User Guide
- Click “Flip the Coin” and watch the 3D coin spin and land on heads or tails.
- Use “Flip 10×” to run ten flips at once when you need a bigger sample.
- Watch the statistics build — total flips, heads/tails counts, heads percentage and your current streak.
- Reset the stats anytime to start a fresh series.
About the Coin Flip
A coin toss is the world’s oldest fair decision-maker — and this is the version for the moments a physical coin fails you: nobody carries change anymore, you’re deciding with someone over a video call, or the stakes are just high enough that both sides want a flip that provably can’t be rigged. Each flip here uses the browser’s cryptographic random number generator, the same class of randomness that secures passwords — a true 50/50 that neither side can influence.
When a virtual coin beats a real one
Remote decisions: flipping on a shared screen during a call gives both parties the same visible, verifiable result — “no, best of three” arguments end quickly when the stats panel is counting. No coin at hand: in a cashless world, “heads or tails?” usually ends with everyone patting empty pockets. Actual fairness: a famous Stanford study found real coins land on their starting side about 51% of the time — a cryptographic flip has no starting side and no bias. Volume: need who-goes-first for six board-game players or ten giveaway entries? Flip 10× runs the series in one click.
The decision-making trick psychologists recommend
Stuck between two options that reasoning can’t separate? Assign them heads and tails and flip — then notice your gut reaction to the result. If the coin says “take the job” and your stomach sinks, the coin just told you what you actually want. This is a well-known decision technique precisely because the flip’s randomness forces your real preference to surface. The coin doesn’t make the decision; it reveals yours.
Teaching probability with real data
The built-in statistics turn the coin into a classroom demonstration. Flip 50–100 times and two things happen at once: the heads percentage drifts toward 50%, and streaks of four or five identical results keep appearing — in 100 flips, a streak of 5+ is more likely than not. That single demo dismantles the gambler’s fallacy (“tails is due!”) better than any lecture: random means equal odds each flip, not alternating results. The history strip keeps the last 20 flips visible as evidence.
Need more than two outcomes? The Dice Roller handles 4 to 100 sides, and the Random Picker chooses from any list. Free, no sign-up, runs entirely in your browser.

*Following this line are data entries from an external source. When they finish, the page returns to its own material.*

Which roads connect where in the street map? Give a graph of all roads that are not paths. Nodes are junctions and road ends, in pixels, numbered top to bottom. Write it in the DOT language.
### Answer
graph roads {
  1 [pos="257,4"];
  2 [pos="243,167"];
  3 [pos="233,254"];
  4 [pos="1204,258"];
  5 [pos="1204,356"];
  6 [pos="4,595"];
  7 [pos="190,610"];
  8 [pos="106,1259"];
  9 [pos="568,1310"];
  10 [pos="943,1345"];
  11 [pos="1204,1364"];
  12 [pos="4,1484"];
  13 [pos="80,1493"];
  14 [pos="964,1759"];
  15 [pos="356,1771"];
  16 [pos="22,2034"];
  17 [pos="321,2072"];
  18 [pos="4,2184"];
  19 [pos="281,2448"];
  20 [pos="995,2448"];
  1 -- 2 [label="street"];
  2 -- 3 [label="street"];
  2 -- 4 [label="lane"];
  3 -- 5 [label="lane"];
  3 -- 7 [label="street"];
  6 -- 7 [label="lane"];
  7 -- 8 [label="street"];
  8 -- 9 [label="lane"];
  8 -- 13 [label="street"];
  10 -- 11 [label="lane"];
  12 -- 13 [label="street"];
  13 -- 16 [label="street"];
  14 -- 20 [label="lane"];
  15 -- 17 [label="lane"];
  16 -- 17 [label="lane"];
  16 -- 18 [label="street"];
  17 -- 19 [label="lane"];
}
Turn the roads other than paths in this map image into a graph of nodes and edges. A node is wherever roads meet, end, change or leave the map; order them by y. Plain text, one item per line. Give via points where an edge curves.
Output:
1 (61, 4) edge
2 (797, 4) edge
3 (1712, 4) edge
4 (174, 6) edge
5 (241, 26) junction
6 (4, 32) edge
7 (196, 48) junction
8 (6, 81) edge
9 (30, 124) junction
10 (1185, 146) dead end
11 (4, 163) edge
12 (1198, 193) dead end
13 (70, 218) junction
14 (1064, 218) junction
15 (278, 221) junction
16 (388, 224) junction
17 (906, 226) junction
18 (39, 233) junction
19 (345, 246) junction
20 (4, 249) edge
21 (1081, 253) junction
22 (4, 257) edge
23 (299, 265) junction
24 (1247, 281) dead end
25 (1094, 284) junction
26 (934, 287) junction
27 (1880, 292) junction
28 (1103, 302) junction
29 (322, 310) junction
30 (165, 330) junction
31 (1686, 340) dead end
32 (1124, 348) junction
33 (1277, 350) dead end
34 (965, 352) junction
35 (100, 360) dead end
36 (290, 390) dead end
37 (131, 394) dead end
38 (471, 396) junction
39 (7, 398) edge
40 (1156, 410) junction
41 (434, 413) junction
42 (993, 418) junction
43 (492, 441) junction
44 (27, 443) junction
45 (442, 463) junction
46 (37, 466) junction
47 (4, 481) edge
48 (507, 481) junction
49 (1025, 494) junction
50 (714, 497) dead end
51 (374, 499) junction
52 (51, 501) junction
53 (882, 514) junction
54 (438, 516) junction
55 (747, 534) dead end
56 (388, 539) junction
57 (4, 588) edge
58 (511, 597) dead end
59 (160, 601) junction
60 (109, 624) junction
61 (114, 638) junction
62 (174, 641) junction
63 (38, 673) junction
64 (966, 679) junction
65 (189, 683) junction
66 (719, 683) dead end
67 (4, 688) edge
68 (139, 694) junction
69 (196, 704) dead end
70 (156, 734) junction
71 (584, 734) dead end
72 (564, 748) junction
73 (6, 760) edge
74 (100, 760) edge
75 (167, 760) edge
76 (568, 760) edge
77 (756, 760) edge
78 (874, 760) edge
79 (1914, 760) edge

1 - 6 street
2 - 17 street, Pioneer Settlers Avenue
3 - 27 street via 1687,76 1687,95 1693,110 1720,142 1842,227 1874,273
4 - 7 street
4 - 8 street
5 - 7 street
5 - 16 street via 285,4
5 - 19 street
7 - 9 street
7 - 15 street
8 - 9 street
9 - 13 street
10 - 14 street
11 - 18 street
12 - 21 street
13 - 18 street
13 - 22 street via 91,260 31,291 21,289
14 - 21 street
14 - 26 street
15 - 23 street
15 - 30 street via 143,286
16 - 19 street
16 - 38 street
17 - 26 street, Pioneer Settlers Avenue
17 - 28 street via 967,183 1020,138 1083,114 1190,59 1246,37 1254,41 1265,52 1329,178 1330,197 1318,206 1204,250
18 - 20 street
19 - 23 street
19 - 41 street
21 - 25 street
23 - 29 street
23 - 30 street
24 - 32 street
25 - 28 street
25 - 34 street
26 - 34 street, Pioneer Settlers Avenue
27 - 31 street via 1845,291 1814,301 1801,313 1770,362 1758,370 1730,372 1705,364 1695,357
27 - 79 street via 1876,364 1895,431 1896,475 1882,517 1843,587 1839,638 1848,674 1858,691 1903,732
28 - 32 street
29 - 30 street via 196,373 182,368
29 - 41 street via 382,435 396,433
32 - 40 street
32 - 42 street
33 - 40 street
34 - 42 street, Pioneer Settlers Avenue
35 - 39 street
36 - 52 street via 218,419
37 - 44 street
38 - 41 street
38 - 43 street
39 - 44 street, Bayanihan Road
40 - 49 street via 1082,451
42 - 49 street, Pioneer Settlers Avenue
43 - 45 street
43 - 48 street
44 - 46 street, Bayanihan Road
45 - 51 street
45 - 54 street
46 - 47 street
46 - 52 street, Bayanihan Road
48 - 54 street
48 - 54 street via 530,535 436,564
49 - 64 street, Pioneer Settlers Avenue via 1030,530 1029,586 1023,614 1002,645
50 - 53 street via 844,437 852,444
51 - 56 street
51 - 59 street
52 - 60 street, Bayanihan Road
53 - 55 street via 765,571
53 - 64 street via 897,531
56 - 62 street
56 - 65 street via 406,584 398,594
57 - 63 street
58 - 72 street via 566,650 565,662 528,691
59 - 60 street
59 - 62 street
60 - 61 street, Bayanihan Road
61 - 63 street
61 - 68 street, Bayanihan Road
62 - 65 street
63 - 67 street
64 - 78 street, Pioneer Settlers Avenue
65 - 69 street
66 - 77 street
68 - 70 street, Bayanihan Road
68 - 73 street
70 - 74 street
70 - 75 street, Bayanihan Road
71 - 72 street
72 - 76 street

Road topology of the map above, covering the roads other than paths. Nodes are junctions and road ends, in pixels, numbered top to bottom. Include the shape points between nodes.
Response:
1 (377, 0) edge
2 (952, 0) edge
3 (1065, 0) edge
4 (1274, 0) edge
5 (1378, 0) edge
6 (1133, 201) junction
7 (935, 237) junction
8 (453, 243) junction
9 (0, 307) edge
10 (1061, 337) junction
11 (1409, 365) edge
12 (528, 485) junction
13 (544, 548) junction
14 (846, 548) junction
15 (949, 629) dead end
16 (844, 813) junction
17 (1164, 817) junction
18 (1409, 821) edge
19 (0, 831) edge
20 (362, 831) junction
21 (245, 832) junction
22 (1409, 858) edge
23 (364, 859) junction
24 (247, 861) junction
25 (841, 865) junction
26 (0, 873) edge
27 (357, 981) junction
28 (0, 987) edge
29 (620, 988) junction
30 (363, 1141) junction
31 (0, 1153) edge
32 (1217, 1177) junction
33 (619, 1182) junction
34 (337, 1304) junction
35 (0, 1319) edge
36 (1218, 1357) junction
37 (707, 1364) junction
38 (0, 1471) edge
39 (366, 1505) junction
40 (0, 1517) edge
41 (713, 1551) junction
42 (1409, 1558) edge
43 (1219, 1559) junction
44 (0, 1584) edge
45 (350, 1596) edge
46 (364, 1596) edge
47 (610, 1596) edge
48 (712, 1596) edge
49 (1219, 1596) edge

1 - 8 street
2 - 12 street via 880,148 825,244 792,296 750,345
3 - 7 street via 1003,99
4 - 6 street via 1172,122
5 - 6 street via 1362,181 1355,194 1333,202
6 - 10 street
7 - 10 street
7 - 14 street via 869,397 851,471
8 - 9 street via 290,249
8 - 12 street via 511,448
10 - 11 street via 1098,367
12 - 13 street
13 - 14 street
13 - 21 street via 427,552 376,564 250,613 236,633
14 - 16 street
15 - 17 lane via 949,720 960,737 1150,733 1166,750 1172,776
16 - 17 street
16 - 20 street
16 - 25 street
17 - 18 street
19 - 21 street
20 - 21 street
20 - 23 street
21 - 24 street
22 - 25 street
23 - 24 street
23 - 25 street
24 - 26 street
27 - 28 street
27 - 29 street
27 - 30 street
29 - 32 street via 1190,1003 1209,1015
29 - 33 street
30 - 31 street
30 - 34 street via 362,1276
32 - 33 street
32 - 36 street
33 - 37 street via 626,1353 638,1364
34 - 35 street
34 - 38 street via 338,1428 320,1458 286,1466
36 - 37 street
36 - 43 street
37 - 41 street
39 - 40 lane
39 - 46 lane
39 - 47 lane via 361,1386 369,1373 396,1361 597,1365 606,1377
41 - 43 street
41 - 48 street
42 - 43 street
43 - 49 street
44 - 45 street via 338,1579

Frequently Asked Questions
Is the online coin flip really 50/50?
Yes — it uses the browser’s cryptographic random number generator, giving each side exactly 50% probability on every flip.
Is a virtual coin fairer than a real one?
Slightly, yes. Studies of physical coin tosses show a small bias toward the side facing up at launch; a cryptographic generator has no such bias.
Can I flip multiple times at once?
Yes — the Flip 10× button runs ten flips in one go and adds them to your statistics.
Why did I get 5 heads in a row?
Streaks are normal in true randomness. In 100 flips, a run of 5 or more of the same side is actually expected — random doesn’t mean alternating.
Is the coin flip free?
Completely free, no sign-up, works on any device, and runs entirely in your browser.